▶ _Your assignment_
What is needed is an exact copy of every entry below, with the pictures left out.

▶ _Exercise materials_
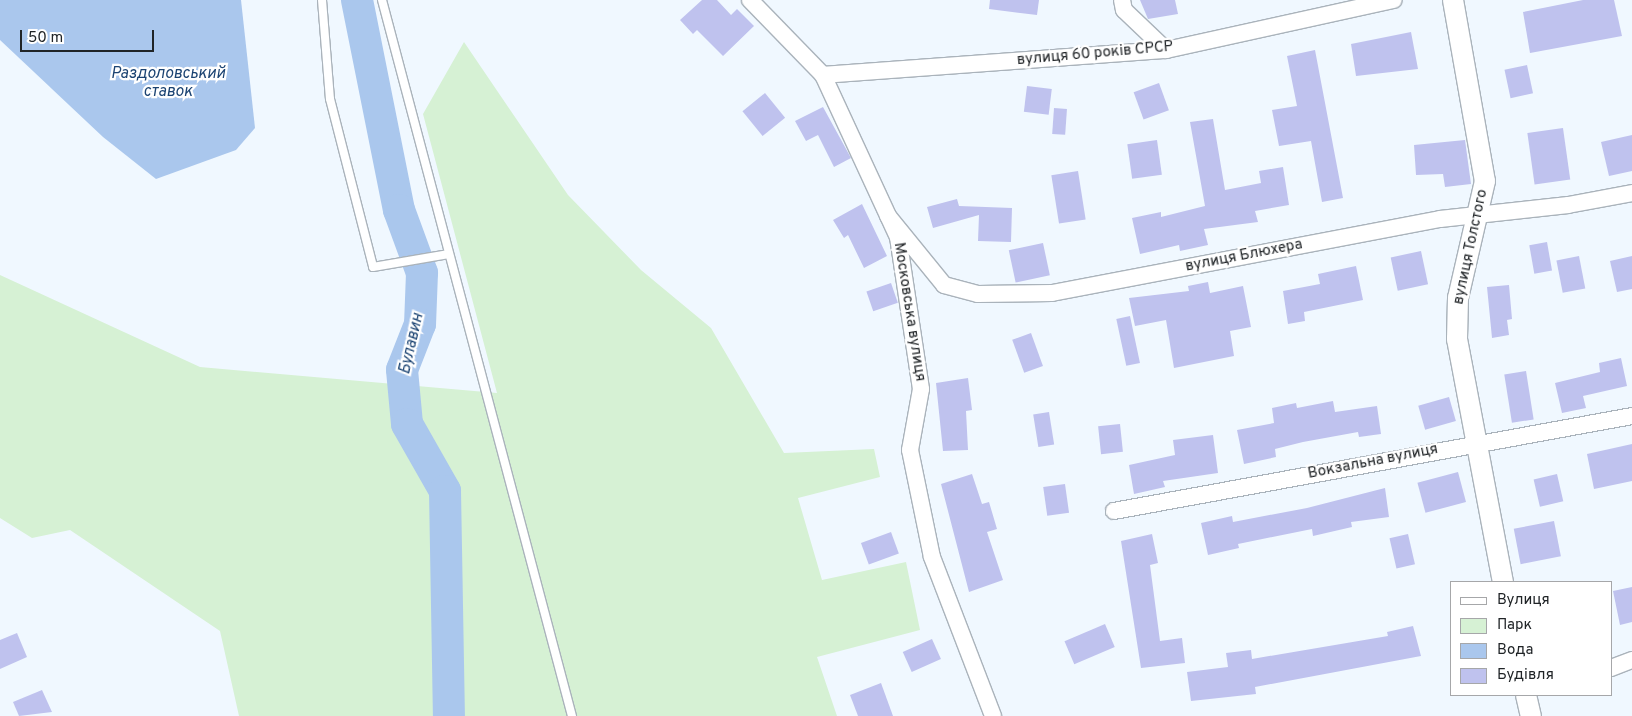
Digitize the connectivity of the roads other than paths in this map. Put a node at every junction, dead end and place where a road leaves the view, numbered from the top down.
1 (322, 0) edge
2 (382, 0) edge
3 (750, 0) edge
4 (1122, 0) edge
5 (1394, 0) edge
6 (1453, 0) edge
7 (1166, 50) junction
8 (823, 75) junction
9 (1632, 193) edge
10 (1480, 212) junction
11 (888, 216) junction
12 (449, 254) junction
13 (1632, 416) edge
14 (1475, 443) junction
15 (1114, 511) dead end
16 (1503, 581) edge
17 (1632, 660) edge
18 (1612, 668) edge
19 (1526, 696) edge
20 (572, 716) edge
21 (993, 716) edge
22 (1531, 716) edge

1 - 12 lane
2 - 12 lane
3 - 8 street, Московська вулиця
4 - 7 street
5 - 7 street, вулиця 60 років СРСР
6 - 10 street, вулиця Толстого
7 - 8 street, вулиця 60 років СРСР
8 - 11 street, Московська вулиця
9 - 10 street, вулиця Блюхера
10 - 11 street, вулиця Блюхера
10 - 14 street, вулиця Толстого
11 - 21 street, Московська вулиця
12 - 20 lane
13 - 14 street, Вокзальна вулиця
14 - 15 street, Вокзальна вулиця
14 - 16 street, вулиця Толстого
17 - 18 street
19 - 22 street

▶ _Answer to this exercise_
Digitize the connectivity of the roads other than paths in this map. Put a node at every junction, dead end and place where a road leaves the view, numbered from the top down.
1 (322, 0) edge
2 (382, 0) edge
3 (750, 0) edge
4 (1122, 0) edge
5 (1394, 0) edge
6 (1453, 0) edge
7 (1166, 50) junction
8 (823, 75) junction
9 (1632, 193) edge
10 (1480, 212) junction
11 (888, 216) junction
12 (449, 254) junction
13 (1632, 416) edge
14 (1475, 443) junction
15 (1114, 511) dead end
16 (1503, 581) edge
17 (1632, 660) edge
18 (1612, 668) edge
19 (1526, 696) edge
20 (572, 716) edge
21 (993, 716) edge
22 (1531, 716) edge

1 - 12 lane
2 - 12 lane
3 - 8 street, Московська вулиця
4 - 7 street
5 - 7 street, вулиця 60 років СРСР
6 - 10 street, вулиця Толстого
7 - 8 street, вулиця 60 років СРСР
8 - 11 street, Московська вулиця
9 - 10 street, вулиця Блюхера
10 - 11 street, вулиця Блюхера
10 - 14 street, вулиця Толстого
11 - 21 street, Московська вулиця
12 - 20 lane
13 - 14 street, Вокзальна вулиця
14 - 15 street, Вокзальна вулиця
14 - 16 street, вулиця Толстого
17 - 18 street
19 - 22 street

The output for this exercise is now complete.